Work task: From the first line to the last, return the data exactly, with no pictures.

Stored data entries
****************************************
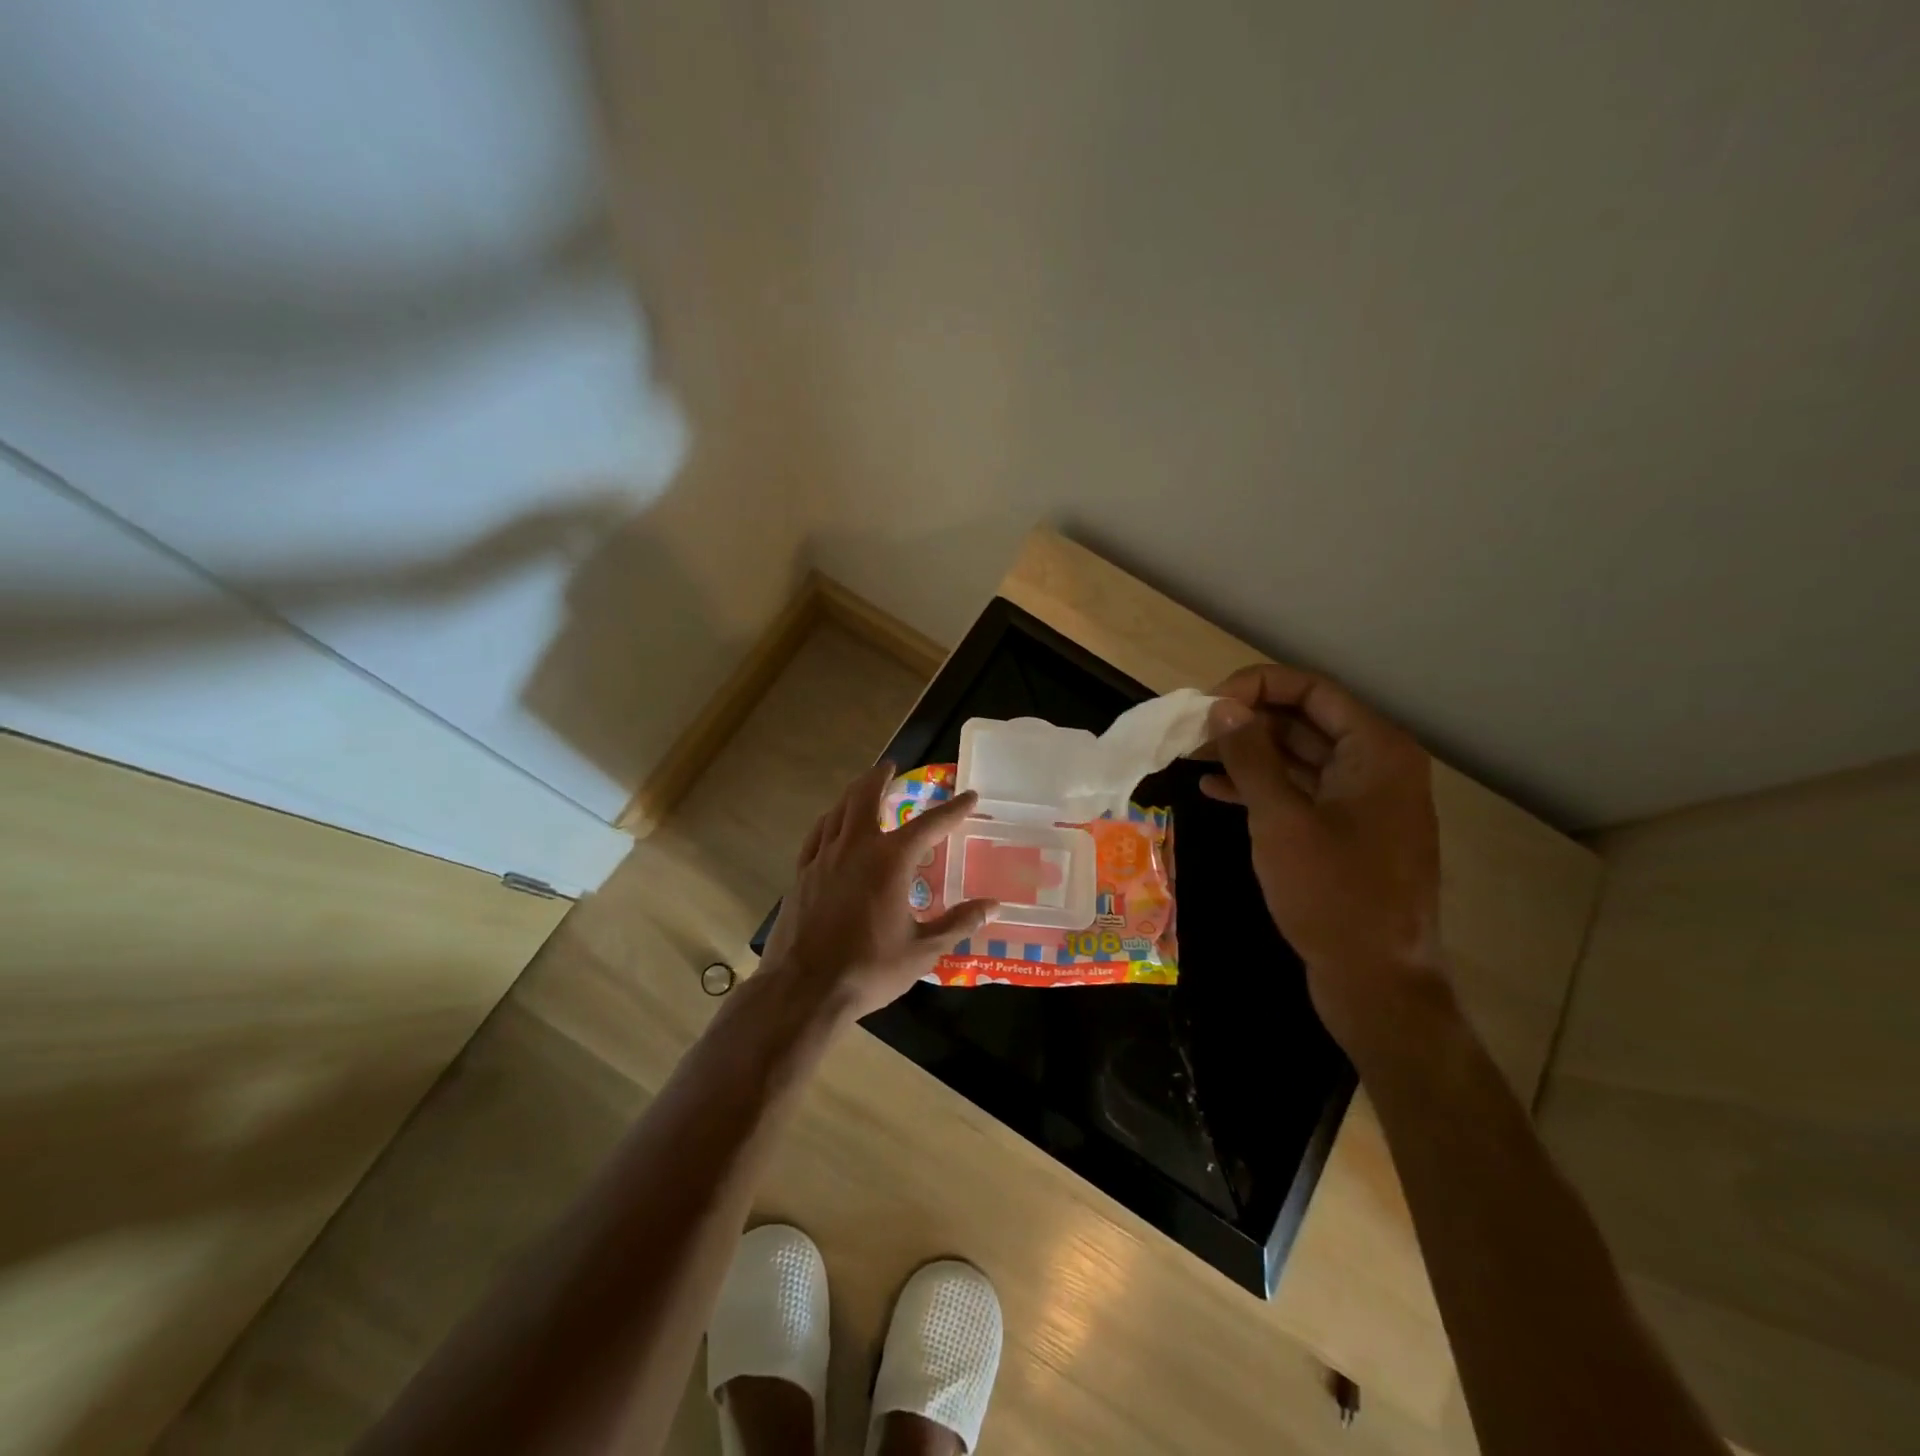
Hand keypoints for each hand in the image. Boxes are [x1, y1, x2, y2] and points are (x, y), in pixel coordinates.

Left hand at [759, 762, 995, 1019]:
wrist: (804, 990)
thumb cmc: (869, 969)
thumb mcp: (922, 951)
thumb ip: (958, 923)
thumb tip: (993, 906)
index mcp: (890, 861)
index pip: (930, 825)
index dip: (953, 809)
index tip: (970, 796)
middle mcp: (856, 848)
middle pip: (866, 798)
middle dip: (881, 778)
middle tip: (892, 767)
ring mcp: (823, 858)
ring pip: (838, 811)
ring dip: (853, 793)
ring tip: (863, 786)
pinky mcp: (801, 874)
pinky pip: (817, 835)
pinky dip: (829, 820)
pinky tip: (831, 823)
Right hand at [1201, 663, 1447, 1055]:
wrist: (1376, 981)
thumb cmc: (1332, 894)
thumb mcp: (1281, 820)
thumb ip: (1250, 756)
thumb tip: (1222, 707)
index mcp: (1376, 750)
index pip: (1311, 690)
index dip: (1255, 687)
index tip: (1206, 705)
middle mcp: (1375, 765)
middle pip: (1303, 720)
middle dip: (1246, 720)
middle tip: (1190, 730)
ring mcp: (1362, 800)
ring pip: (1298, 756)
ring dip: (1247, 753)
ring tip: (1191, 754)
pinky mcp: (1346, 831)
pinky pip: (1300, 791)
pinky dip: (1261, 786)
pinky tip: (1214, 789)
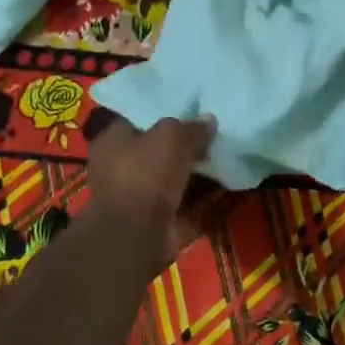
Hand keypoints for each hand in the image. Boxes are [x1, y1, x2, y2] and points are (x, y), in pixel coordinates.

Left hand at [85, 115, 216, 269]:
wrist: (137, 235)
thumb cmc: (145, 173)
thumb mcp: (172, 136)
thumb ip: (192, 127)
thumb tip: (209, 121)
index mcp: (113, 142)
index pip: (138, 120)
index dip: (165, 114)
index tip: (192, 109)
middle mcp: (122, 169)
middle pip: (160, 151)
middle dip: (187, 145)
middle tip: (215, 132)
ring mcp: (141, 198)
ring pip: (176, 178)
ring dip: (200, 172)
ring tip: (228, 155)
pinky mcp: (160, 222)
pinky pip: (188, 204)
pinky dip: (207, 197)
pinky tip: (231, 183)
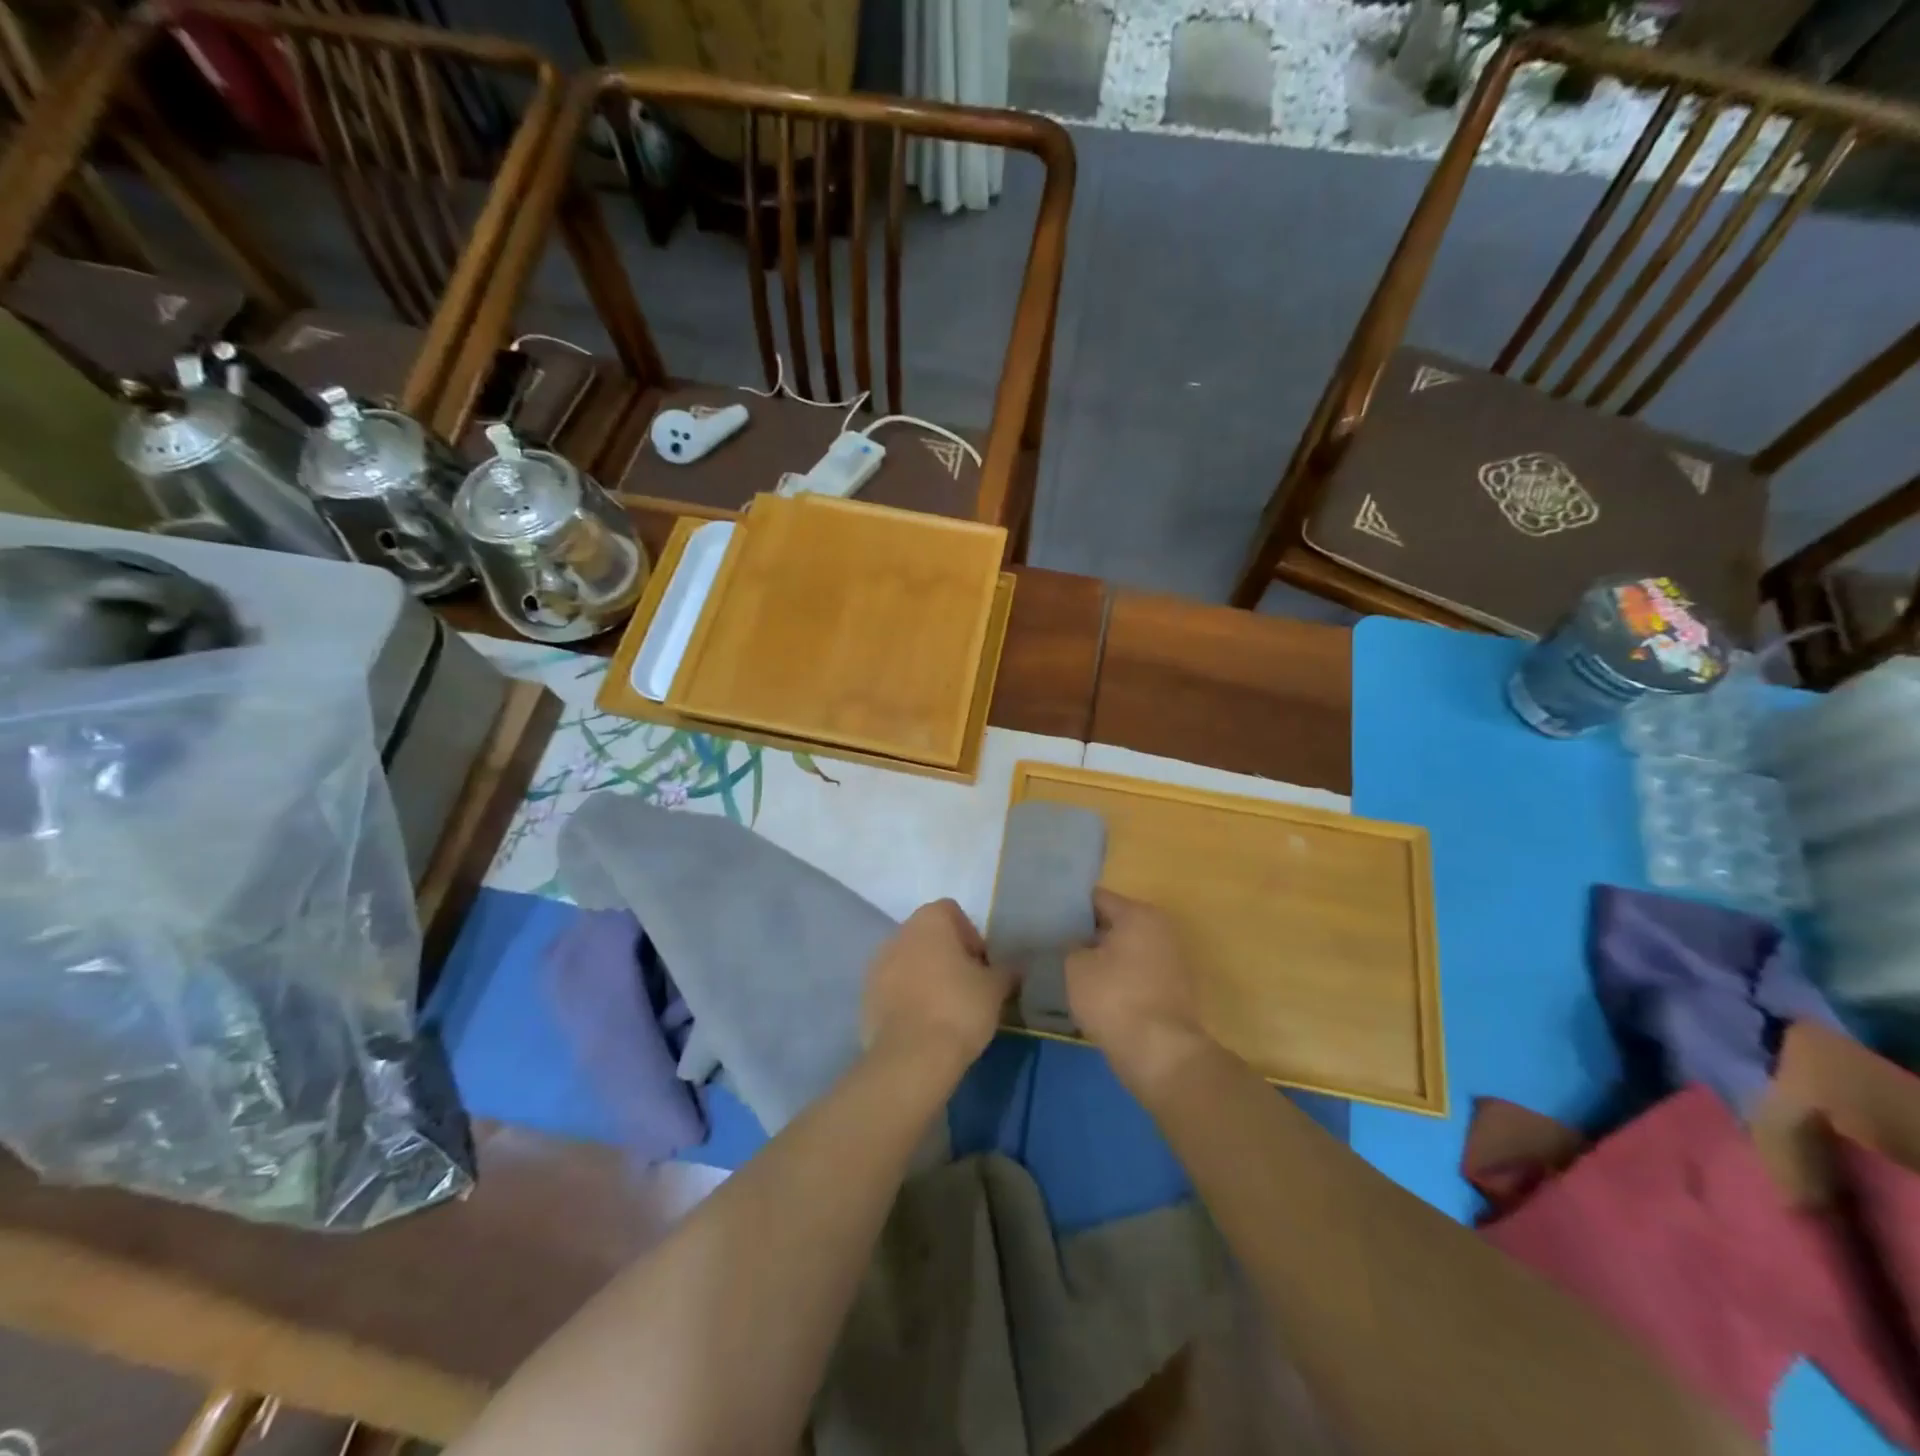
****************************************
Written solution:
Hand keypoints for each hand in the image. Boxes are [x1, y1, x2, y2] and points are (x, y), in pixel coordinates.

Left hand at [759, 762, 995, 1019]:
wrist: (804, 990)
thumb cmc: (869, 969)
thumb mcp: (922, 951)
thumb ip: (958, 923)
thumb tip: (993, 906)
index mcp: (890, 861)
index pip: (930, 825)
index dip: (953, 809)
index tip: (970, 796)
middle mcp: (856, 848)
middle pip: (866, 798)
middle dip: (881, 778)
middle tip: (892, 767)
ring mcp: (823, 858)
ring pip: (838, 811)
ring dip: (853, 793)
ring tip: (863, 786)
pinky mcp: (801, 874)
pinky pip: (817, 835)
pinky dip: (829, 820)
pinky tip: (831, 823)
Right hand at [1201, 663, 1447, 1055]:
wrist: (1376, 981)
thumb cmc: (1332, 894)
thumb mcp: (1281, 820)
thumb ip: (1250, 756)
thumb tip: (1222, 707)
index mcp: (1376, 750)
index pip: (1311, 690)
index dip: (1255, 687)
index tip: (1206, 705)
middle mcp: (1375, 765)
middle pip: (1303, 720)
middle dip: (1246, 720)
middle tip: (1190, 730)
ring mcp: (1362, 800)
ring pip: (1298, 756)
ring dip: (1247, 753)
ring tip: (1191, 754)
pinky mcp: (1346, 831)
pinky pip: (1300, 791)
pinky dip: (1261, 786)
pinky tip: (1214, 789)
Hand keypoints for each hand in the image. Boxes are [x1, y1, x2, y2] and points are (x, y), in pixel coordinates.

Left hand at [85, 115, 216, 269]:
wrist: (137, 235)
thumb cmc: (145, 173)
thumb mcp: (172, 136)
thumb ip: (192, 127)
thumb tip: (209, 121)
index mcp: (113, 142)
index pip: (138, 120)
index dip: (165, 114)
index tip: (192, 109)
middle mcp: (122, 169)
middle pip: (160, 151)
middle dip: (187, 145)
middle tip: (215, 132)
ring mcp: (141, 198)
ring pip: (176, 178)
ring dip: (200, 172)
ring tip: (228, 155)
pinky mcp: (160, 222)
pinky pip: (188, 204)
pinky dip: (207, 197)
pinky tip: (231, 183)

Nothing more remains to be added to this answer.